* [REQUIRED WORK]
From the first line of the data through the line containing "Task: What data", return each line exactly.

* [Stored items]
________________________________________

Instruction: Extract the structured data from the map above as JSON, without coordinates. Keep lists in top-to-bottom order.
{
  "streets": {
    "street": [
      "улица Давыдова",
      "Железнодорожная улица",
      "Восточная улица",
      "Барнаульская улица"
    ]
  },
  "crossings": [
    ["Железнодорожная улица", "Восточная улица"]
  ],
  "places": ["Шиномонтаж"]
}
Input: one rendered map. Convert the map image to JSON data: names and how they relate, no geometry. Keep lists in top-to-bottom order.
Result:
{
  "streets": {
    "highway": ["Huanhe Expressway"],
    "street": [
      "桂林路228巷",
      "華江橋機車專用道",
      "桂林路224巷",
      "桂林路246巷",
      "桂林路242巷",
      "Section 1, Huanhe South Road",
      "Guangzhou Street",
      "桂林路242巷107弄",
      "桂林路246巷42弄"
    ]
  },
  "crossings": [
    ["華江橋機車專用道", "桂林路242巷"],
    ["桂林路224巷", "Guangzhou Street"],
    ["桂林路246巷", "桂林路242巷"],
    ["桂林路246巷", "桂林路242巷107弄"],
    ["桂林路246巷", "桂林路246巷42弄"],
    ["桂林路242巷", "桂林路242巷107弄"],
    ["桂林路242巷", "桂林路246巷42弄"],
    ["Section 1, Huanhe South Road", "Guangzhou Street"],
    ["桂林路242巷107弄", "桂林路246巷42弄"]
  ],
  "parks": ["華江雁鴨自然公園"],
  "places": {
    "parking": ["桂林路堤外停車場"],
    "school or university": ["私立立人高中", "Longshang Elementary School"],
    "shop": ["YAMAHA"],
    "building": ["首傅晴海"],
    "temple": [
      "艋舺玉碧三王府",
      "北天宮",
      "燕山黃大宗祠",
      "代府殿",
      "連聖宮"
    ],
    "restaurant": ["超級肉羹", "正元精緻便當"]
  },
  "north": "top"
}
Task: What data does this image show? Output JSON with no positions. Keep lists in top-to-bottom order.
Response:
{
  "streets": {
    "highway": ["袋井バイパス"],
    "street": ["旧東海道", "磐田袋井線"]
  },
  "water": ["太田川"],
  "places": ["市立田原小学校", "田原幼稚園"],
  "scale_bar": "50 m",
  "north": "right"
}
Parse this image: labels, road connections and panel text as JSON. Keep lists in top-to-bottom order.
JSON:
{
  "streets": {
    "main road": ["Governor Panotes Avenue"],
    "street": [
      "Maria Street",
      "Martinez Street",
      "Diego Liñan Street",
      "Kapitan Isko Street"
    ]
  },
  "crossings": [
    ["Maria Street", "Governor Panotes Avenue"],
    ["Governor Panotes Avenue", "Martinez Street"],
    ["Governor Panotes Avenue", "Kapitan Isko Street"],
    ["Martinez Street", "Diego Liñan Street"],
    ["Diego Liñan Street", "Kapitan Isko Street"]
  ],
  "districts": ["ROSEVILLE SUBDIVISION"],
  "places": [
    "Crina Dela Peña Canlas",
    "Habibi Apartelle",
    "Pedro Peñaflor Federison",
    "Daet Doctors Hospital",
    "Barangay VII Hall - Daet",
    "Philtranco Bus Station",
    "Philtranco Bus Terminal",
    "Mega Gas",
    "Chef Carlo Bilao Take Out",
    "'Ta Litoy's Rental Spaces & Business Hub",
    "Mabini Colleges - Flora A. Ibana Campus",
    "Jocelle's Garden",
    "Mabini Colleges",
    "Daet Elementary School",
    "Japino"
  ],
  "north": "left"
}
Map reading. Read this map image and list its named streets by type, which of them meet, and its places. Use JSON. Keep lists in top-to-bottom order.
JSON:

________________________________________

* [RESULT OF THE TASK]
Instruction: Extract the structured data from the map above as JSON, without coordinates. Keep lists in top-to-bottom order.
{
  "streets": {
    "street": [
      "улица Давыдова",
      "Железнодорожная улица",
      "Восточная улица",
      "Барнаульская улица"
    ]
  },
  "crossings": [
    ["Железнодорожная улица", "Восточная улица"]
  ],
  "places": ["Шиномонтаж"]
}
Input: one rendered map. Convert the map image to JSON data: names and how they relate, no geometry. Keep lists in top-to-bottom order.
Result:
{
  "streets": {
    "highway": ["Huanhe Expressway"],
    "street": [
      "桂林路228巷",
      "華江橋機車專用道",
      "桂林路224巷",
      "桂林路246巷",
      "桂林路242巷",
      "Section 1, Huanhe South Road",
      "Guangzhou Street",
      "桂林路242巷107弄",
      "桂林路246巷42弄"
    ]
  },
  "crossings": [
    ["華江橋機車專用道", "桂林路242巷"],
    ["桂林路224巷", "Guangzhou Street"],
    ["桂林路246巷", "桂林路242巷"],
    ["桂林路246巷", "桂林路242巷107弄"],
    ["桂林路246巷", "桂林路246巷42弄"],
    ["桂林路242巷", "桂林路242巷107弄"],
    ["桂林路242巷", "桂林路246巷42弄"],
    ["Section 1, Huanhe South Road", "Guangzhou Street"],
    ["桂林路242巷107弄", "桂林路246巷42弄"]
  ],
  "parks": ["華江雁鴨自然公園"],
  "places": {
    "parking": ["桂林路堤外停車場"],
    "school or university": ["私立立人高中", "Longshang Elementary School"],
    "shop": ["YAMAHA"],
    "building": ["首傅晴海"],
    "temple": [
      "艋舺玉碧三王府",
      "北天宮",
      "燕山黃大宗祠",
      "代府殿",
      "連聖宮"
    ],
    "restaurant": ["超級肉羹", "正元精緻便當"]
  },
  "north": "top"
}
Task: What data does this image show? Output JSON with no positions. Keep lists in top-to-bottom order.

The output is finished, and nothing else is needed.